Pose estimation data
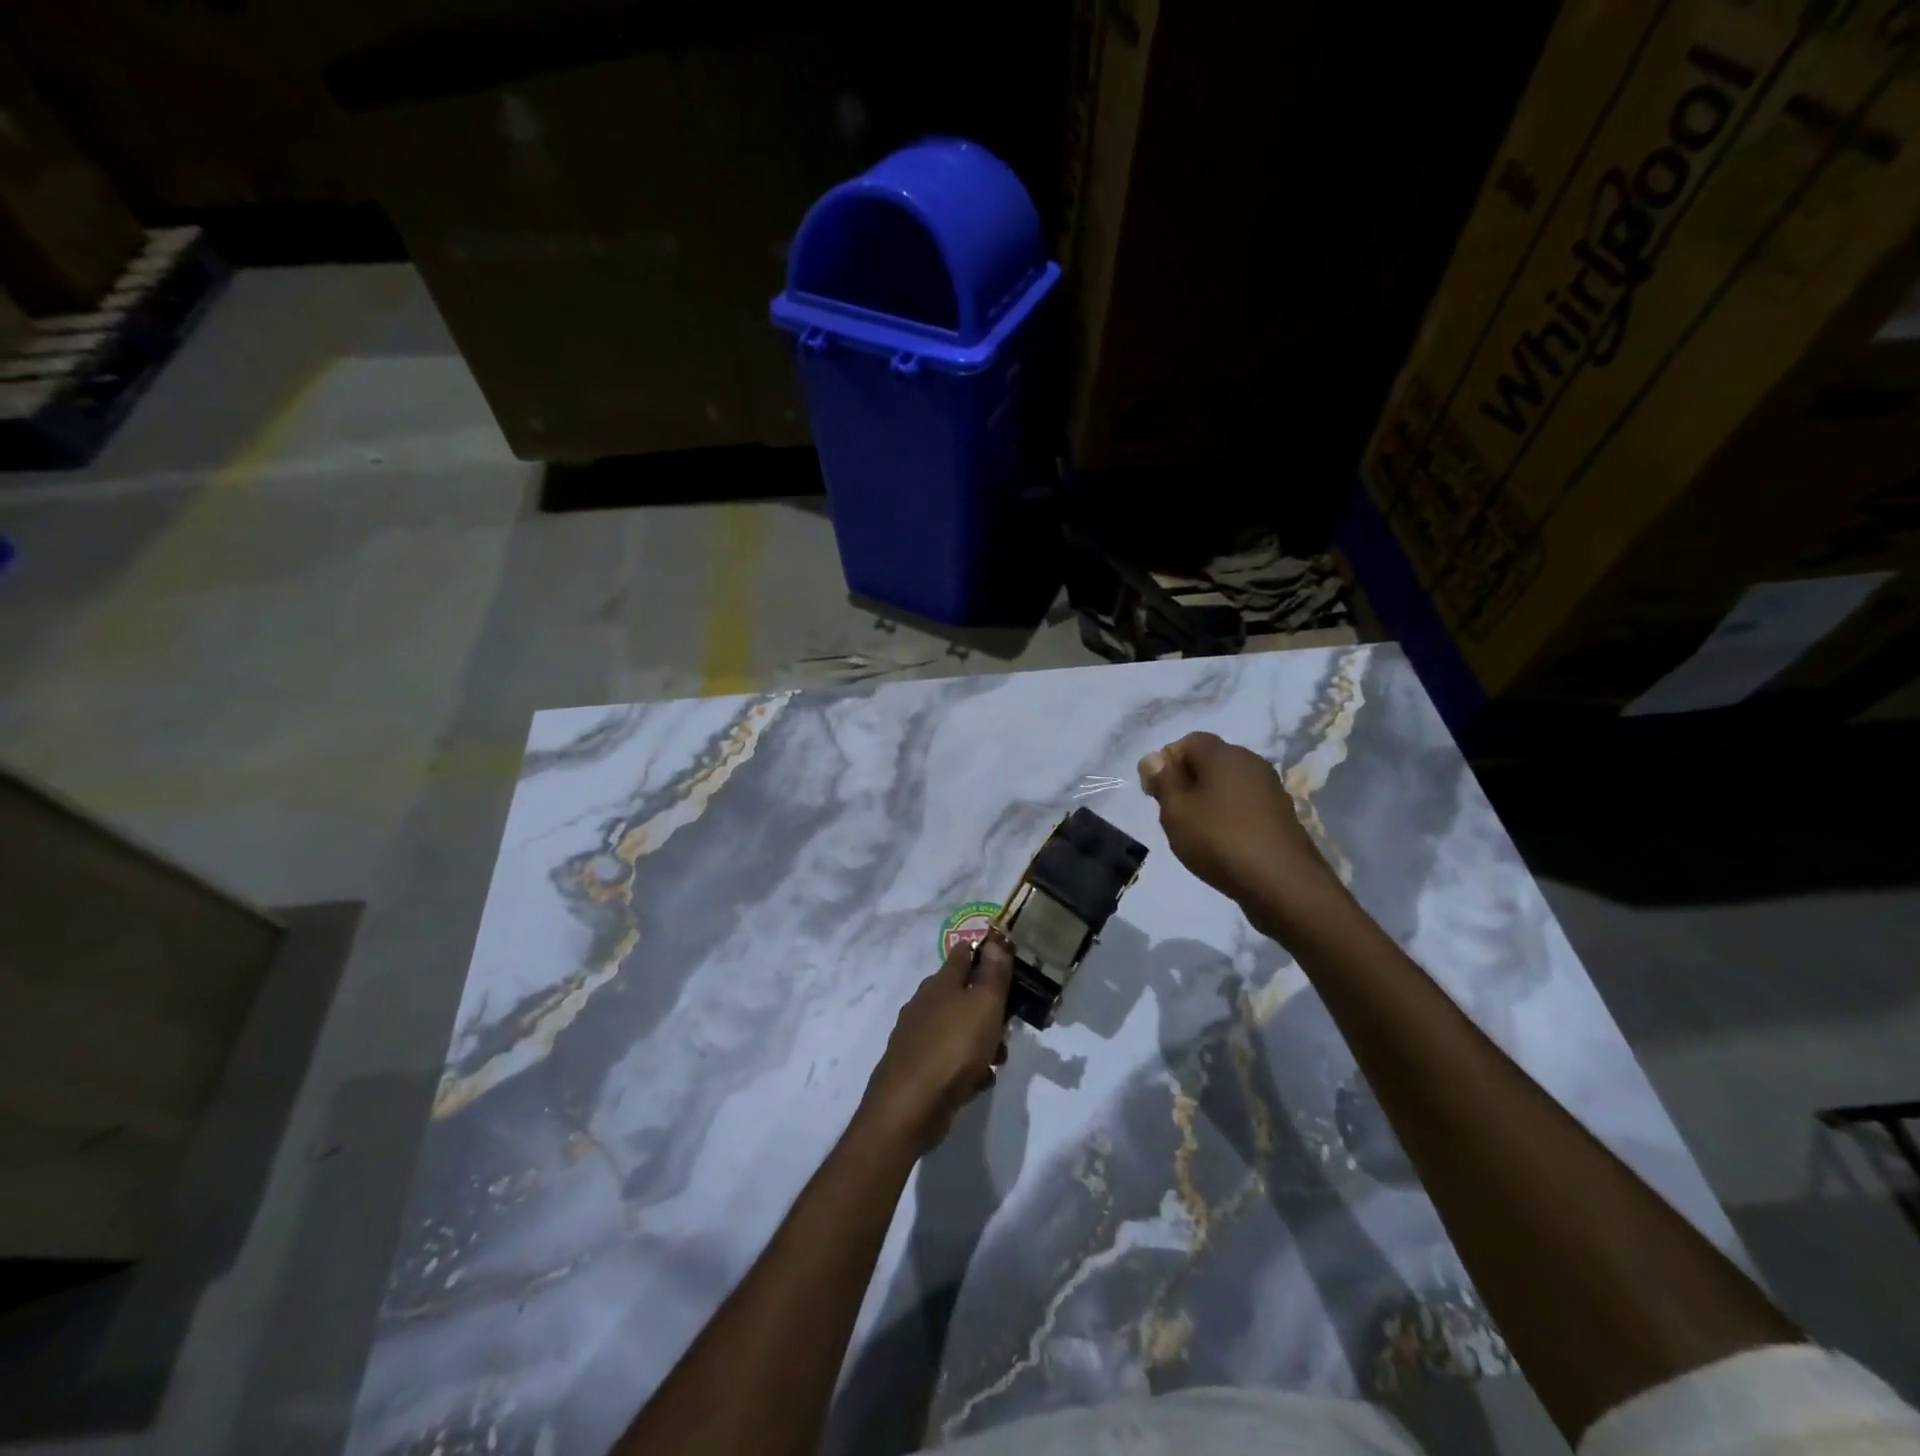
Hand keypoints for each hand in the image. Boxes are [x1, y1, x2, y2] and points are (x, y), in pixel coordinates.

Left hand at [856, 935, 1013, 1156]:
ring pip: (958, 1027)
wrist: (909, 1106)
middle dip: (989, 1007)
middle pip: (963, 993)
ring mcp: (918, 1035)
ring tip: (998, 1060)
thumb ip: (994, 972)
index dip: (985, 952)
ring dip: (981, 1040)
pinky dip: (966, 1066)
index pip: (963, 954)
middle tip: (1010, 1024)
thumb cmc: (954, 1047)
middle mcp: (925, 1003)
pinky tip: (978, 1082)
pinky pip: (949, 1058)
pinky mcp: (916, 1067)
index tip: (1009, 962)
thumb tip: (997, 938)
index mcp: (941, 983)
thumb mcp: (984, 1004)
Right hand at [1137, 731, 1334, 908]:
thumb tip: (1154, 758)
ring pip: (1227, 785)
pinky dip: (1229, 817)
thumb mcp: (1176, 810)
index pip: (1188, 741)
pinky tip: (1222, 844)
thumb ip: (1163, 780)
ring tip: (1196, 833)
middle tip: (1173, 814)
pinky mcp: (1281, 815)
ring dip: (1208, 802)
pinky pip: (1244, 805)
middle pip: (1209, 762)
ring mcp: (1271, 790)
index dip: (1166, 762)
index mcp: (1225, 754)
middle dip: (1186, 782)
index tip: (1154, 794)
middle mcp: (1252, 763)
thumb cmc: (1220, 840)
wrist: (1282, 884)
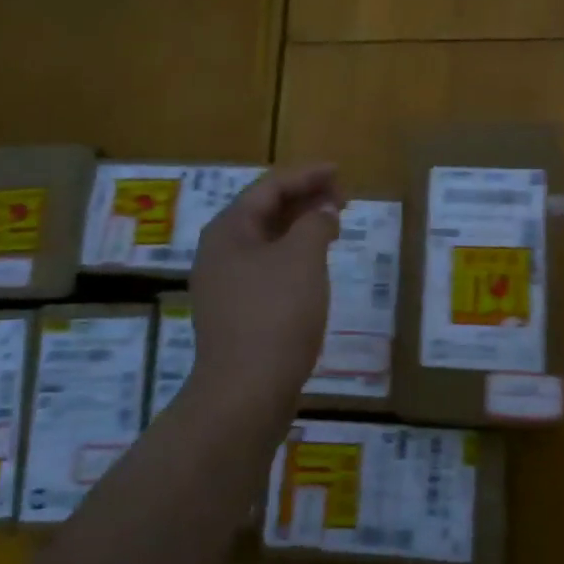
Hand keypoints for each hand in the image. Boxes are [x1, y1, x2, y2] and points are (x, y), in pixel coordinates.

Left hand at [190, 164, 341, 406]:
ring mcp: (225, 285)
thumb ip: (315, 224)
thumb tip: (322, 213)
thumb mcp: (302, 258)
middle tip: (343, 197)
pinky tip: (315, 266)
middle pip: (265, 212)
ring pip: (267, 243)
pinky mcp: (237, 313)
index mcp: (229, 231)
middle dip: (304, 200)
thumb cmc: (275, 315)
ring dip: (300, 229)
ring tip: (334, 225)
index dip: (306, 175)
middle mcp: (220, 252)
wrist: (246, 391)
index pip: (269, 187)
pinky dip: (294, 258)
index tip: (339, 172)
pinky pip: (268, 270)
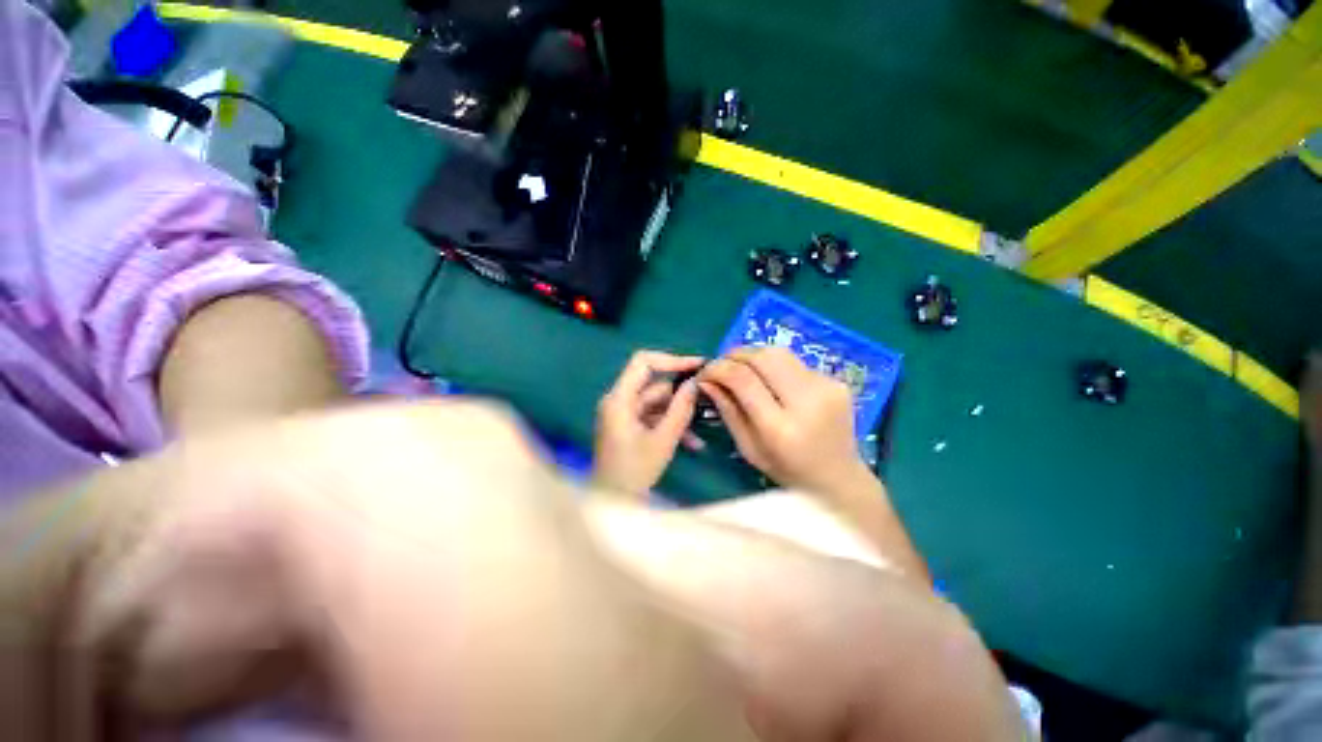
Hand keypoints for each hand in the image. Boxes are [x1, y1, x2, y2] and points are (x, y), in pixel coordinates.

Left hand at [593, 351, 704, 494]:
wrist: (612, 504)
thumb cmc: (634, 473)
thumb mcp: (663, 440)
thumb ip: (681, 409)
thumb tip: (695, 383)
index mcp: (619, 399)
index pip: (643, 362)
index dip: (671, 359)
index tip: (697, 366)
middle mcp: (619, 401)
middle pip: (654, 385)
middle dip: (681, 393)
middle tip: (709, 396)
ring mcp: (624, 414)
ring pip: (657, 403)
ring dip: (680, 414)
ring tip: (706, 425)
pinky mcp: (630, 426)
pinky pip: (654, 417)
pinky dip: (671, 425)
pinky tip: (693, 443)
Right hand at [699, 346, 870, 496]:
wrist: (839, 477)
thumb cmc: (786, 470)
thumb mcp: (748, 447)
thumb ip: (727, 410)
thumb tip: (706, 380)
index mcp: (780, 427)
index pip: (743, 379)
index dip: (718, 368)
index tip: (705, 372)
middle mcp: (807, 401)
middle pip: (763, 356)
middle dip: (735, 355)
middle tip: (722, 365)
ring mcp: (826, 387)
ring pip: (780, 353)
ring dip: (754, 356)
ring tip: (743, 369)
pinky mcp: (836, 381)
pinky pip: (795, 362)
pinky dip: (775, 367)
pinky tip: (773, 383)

| Your objective |
Quote the records above in full, dropping each picture.

| Expected answer |
Hand keypoints for each hand in the image. Boxes are [x1, y1, x2, y2] and points are (x, y), in pixel coordinates.

Left hand at [856, 935, 1013, 1156]:
ring pip: (958, 1027)
wrist: (909, 1106)
middle dip: (989, 1007)
middle pip: (963, 993)
ring mcp: (918, 1035)
ring tip: (998, 1060)
thumb ip: (994, 972)
index dip: (985, 952)
ring dip: (981, 1040)
pinky dip: (966, 1066)
index pip: (963, 954)
middle tip: (1010, 1024)
thumb cmc: (954, 1047)
middle mcp: (925, 1003)
pinky tip: (978, 1082)
pinky pip: (949, 1058)
pinky mcp: (916, 1067)
index tip: (1009, 962)
thumb tip: (997, 938)
index mcp: (941, 983)
thumb mcp: (984, 1004)
Right hand at [1137, 731, 1334, 908]:
thumb tip: (1154, 758)
ring pip: (1227, 785)
pinky dip: (1229, 817)
thumb mcp: (1176, 810)
index pip: (1188, 741)
pinky tip: (1222, 844)
thumb ip: (1163, 780)
ring tip: (1196, 833)
middle tip: (1173, 814)
pinky mcp: (1281, 815)
ring dip: (1208, 802)
pinky pip: (1244, 805)
middle pip: (1209, 762)
ring mcp: (1271, 790)
index dip: (1166, 762)
index mcp: (1225, 754)
middle dip: (1186, 782)
index tip: (1154, 794)
middle mcp: (1252, 763)
thumb cmc: (1220, 840)
wrist: (1282, 884)
Hand keypoints for each hand in the image. Boxes are [x1, y1, x2, y2] and points are (x, y), in pixel coordinates.

Left hand at [190, 164, 341, 406]:
ring mcp: (225, 285)
thumb ip: (315, 224)
thumb tip: (322, 213)
thumb mcp: (302, 258)
middle tip: (343, 197)
pinky tip: (315, 266)
middle pip: (265, 212)
ring pip: (267, 243)
pinky mcp: (237, 313)
index mcp: (229, 231)
middle dip: (304, 200)
thumb cmc: (275, 315)
ring dip: (300, 229)
ring tip: (334, 225)
index dip: (306, 175)
middle mcp: (220, 252)
wrist: (246, 391)
index pip: (269, 187)
pinky dip: (294, 258)
index tip: (339, 172)
pinky pip: (268, 270)
Hand keypoints for each hand in the image. Boxes are [x1, y1, x2, y2] and points are (x, y), in pixel coordinates.

Left hand at [593, 351, 704, 494]:
wrist: (612, 504)
thumb cmc: (634, 473)
thumb mcp: (663, 440)
thumb ip: (681, 409)
thumb tip: (695, 383)
index mcp: (619, 399)
index pip: (643, 362)
index dip: (671, 359)
index tip: (697, 366)
middle mcp: (619, 401)
middle pip: (654, 385)
middle dip: (681, 393)
middle tip: (709, 396)
ring mcp: (624, 414)
ring pip: (657, 403)
ring dip: (680, 414)
ring tip: (706, 425)
pinky mcp: (630, 426)
pinky pip: (654, 417)
pinky dip: (671, 425)
pinky tip: (693, 443)
Right hand at [699, 346, 870, 496]:
wrist: (839, 477)
thumb cmc: (786, 470)
thumb mcp: (748, 447)
thumb ip: (727, 410)
thumb tip: (706, 380)
index mcp: (780, 427)
index pip: (743, 379)
index dip: (718, 368)
index tip: (705, 372)
middle mcp: (807, 401)
middle pip: (763, 356)
middle dip: (735, 355)
middle tip: (722, 365)
ring mcp: (826, 387)
ring pip: (780, 353)
ring dip: (754, 356)
ring tip: (743, 369)
pinky mcp: (836, 381)
pinky pip: (795, 362)
pinky dip: (775, 367)
pinky tip: (773, 383)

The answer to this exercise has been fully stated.